NetBSD has the widest support, continuing to run on most 68Ks and PCI Power Macs to this day (leaving out only the NuBus Power Macs which aren't really supported by much of anything anymore, sadly). However, OpenBSD works fine on New World Macs, and FreeBSD has a very mature 32-bit PowerPC port — or, should I say, soon will have had one, since starting in FreeBSD 15 (13.x is the current release), ARMv6, 32-bit Intel and 32-bit PowerPC support will likely be removed. No new 32-bit support will be added, including for RISC-V.

Even though I have a large number of NetBSD systems, I still like FreeBSD, and one of my remote "island" systems runs it. The differences between BSDs are more subtle than with Linux distributions, but you can still enjoy the different flavours that result, and I even ported a little FreeBSD code to the NetBSD kernel so I could support automatic restarts after a power failure on the G4 mini. The fact that the userland and kernel are better matched together probably makes the BSDs better desktop clients, too, especially since on big-endian we're already used to some packages just not building right, so we don't lose a whole lot by running it. (Usually those are the same packages that wouldn't build on anything but Linux anyway.)

This isn't the end for the G5, which should still be able to run the 64-bit version of FreeBSD, and OpenBSD hasn't voiced any firm plans to cut 32-bit loose. However, NetBSD supports the widest range of Macs, including Macs far older than any Power Mac, and frankly if you want to use a Un*x on a Power Mac and have reasonable confidence it will still be running on it for years to come, it's undeniably the one with the best track record.

Google ending Basic HTML support for Gmail in 2024

Understandably they're saying little about it publicly, but word is getting around that Google's fast, super-compatible Basic HTML mode for Gmail will be removed in a few short months. "We’re writing to let you know that the Gmail Basic HTML view for desktop web and mobile web will be disabled starting early January 2024. The Gmail Basic HTML views are previous versions of Gmail that were replaced by their modern successors 10+ years ago and do not include full Gmail feature functionality."
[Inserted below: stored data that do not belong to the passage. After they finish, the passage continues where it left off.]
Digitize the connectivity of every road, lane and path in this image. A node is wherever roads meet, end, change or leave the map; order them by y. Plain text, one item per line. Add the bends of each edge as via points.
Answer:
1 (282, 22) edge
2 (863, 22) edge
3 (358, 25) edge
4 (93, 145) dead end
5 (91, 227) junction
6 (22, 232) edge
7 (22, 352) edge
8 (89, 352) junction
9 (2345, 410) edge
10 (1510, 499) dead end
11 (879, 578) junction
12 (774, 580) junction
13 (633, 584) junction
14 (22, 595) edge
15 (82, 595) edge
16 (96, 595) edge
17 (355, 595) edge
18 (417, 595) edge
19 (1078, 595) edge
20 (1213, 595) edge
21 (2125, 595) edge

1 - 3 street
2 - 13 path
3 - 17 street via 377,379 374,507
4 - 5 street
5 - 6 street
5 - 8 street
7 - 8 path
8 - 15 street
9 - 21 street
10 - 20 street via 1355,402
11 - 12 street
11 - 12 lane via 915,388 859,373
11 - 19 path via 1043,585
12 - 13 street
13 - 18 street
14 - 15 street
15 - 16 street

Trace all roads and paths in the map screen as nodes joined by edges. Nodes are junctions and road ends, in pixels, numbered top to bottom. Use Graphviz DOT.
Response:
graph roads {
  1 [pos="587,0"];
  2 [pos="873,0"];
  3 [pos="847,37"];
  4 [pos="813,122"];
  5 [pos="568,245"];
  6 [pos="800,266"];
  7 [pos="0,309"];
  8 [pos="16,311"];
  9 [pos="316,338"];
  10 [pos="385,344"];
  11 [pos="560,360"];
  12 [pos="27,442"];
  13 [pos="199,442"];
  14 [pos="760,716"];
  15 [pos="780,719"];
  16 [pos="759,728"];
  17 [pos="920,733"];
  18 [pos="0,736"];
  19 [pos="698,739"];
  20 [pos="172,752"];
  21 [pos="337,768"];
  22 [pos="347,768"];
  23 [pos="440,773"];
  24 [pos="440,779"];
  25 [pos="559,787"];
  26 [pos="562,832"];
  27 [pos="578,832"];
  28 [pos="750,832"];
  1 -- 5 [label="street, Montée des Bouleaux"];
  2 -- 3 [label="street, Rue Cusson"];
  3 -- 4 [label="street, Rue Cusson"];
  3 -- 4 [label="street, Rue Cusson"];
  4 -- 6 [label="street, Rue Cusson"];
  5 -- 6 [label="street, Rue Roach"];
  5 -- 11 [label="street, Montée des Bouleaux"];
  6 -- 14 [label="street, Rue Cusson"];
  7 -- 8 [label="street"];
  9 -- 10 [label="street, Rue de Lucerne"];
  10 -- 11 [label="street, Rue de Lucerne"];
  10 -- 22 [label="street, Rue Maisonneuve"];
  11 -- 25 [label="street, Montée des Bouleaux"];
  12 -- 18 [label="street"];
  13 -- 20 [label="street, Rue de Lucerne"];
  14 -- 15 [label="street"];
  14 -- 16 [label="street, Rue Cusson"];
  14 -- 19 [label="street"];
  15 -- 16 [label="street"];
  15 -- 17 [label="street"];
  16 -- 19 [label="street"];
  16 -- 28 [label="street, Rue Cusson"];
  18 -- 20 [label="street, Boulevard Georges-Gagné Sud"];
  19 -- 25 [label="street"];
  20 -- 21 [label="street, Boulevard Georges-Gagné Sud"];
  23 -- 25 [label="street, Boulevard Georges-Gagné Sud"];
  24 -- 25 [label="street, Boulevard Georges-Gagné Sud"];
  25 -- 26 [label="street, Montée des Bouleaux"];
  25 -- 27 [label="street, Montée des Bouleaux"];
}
There are also reports that you can't set Basic HTML mode now either. Most of you who want to use it probably already are, but if you're not, you can try this, this, this, this or even this to see if it gets around the front-end block.

Google can of course do whatever they want, and there are always maintenance costs to be had with keeping old stuff around — in this case, for users unlikely to be monetized in any meaningful fashion because you don't run all their crap. You are exactly the people Google wants to get rid of and doing so is by design. As such, it's effectively a giant "screw you," and will be a problem for those folks relying on this for a fast way to read Gmail with TenFourFox or any other limited system. (Hey, wanna buy a Pixel 8 to read Gmail?)

Speaking of "screw you," and with no small amount of irony given this is published on a Google platform, I certainly hope the antitrust case goes somewhere.

WebP chemspill patch on Github

A fix is in the TenFourFox tree for MFSA 2023-40, a/k/a CVE-2023-4863, which is a heap overflow in the WebP image decoder. Firefox 45 would not ordinarily be vulnerable to this but we have our own basic WebP decoder using Google's library, so we are technically exploitable as well. I was working on a fix of my own but the PM27 fix that roytam1 cherrypicked is cleaner, so I've added that patch and one two (a followup was needed) more for correctness. Although this issue is currently being exploited in the wild, it would require a PowerPC-specific attack to be successful on a Power Mac. You do not need to clobber to update your build.